→ **Task statement**:
Filter the records below and copy every line containing the word "Ronarc".

»»

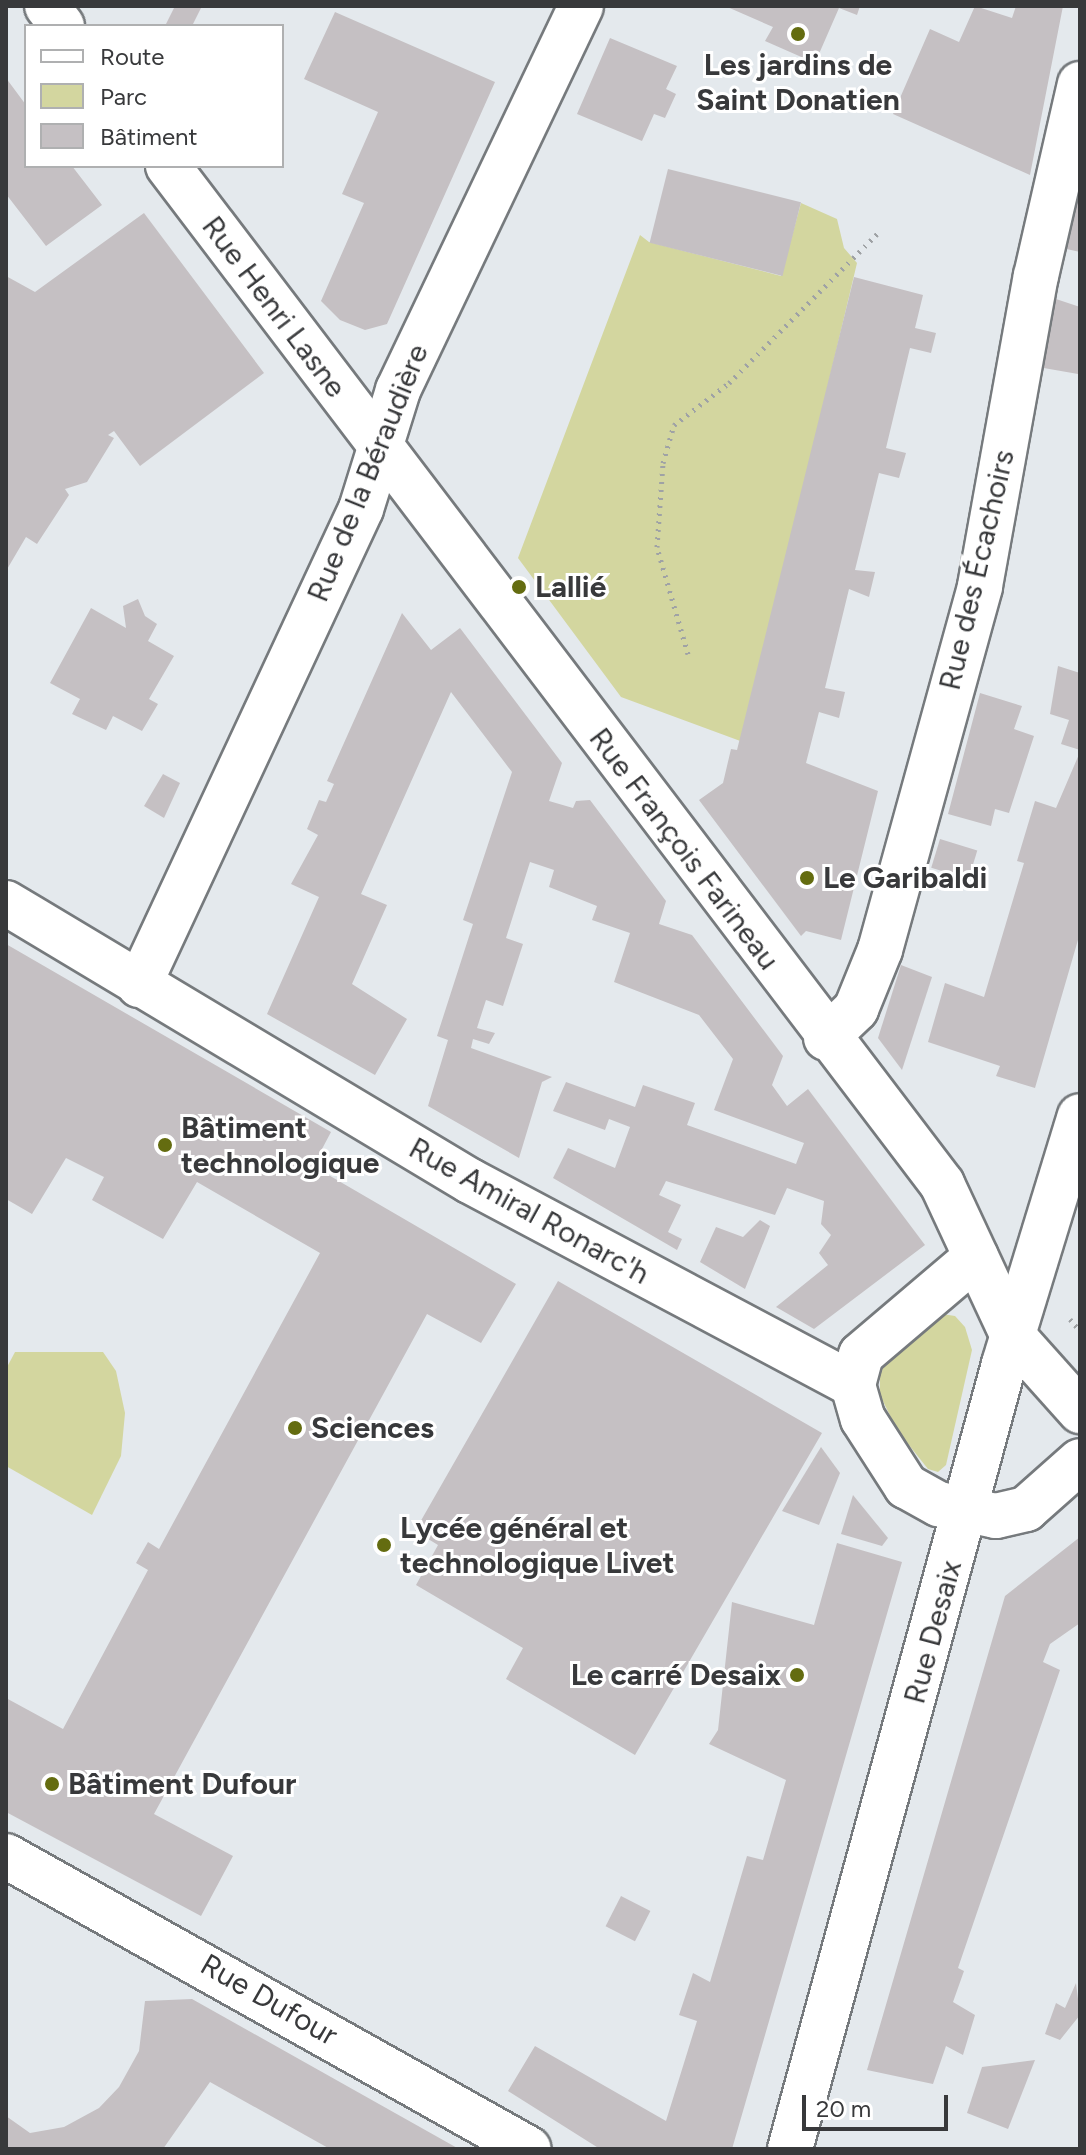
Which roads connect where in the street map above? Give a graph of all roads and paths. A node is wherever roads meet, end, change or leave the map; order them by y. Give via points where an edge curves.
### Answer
1 (47, 6) edge
2 (579, 7) edge
3 (60, 24) edge
4 (1080, 84) edge
5 (169, 168) edge
6 (878, 233) dead end
7 (379, 449) junction
8 (688, 654) dead end
9 (6, 903) edge
10 (139, 985) junction
11 (826, 1038) junction
12 (1080, 1116) edge
13 (976, 1257) junction
14 (1070, 1319) dead end
15 (1080, 1331) edge
16 (1013, 1336) junction
17 (853, 1385) junction
18 (1080, 1411) edge
19 (1080, 1461) edge
20 (964, 1510) junction
21 (6, 1856) edge
22 (529, 2149) edge
23 (790, 2149) edge

1 - 3 street
2 - 7 street, Rue de la Béraudière via 398,390
4 - 11 street, Rue des Écachoirs via 1036,276 980,586 880,950 856,1009
5 - 7 street, Rue Henri Lasne
6 - 8 path via 729,383 674,425 663,463 657,547
7 - 10 street, Rue de la Béraudière via 361,509
7 - 11 street, Rue François Farineau
9 - 10 street, Rue Amiral Ronarc'h
10 - 17 street, Rue Amiral Ronarc'h via 470,1181
11 - 13 street, Rue François Farineau via 942,1184
12 - 16 street, Rue Desaix
13 - 16 street, Rue François Farineau
13 - 17 street via 868,1346
14 - 15 path
16 - 18 street, Rue François Farineau
16 - 20 street, Rue Desaix
17 - 20 street via 863,1419 906,1486 939,1504
19 - 20 street via 1015,1514
20 - 23 street, Rue Desaix
21 - 22 street, Rue Dufour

««

→ **Task output**:
9 - 10 street, Rue Amiral Ronarc'h
10 - 17 street, Rue Amiral Ronarc'h via 470,1181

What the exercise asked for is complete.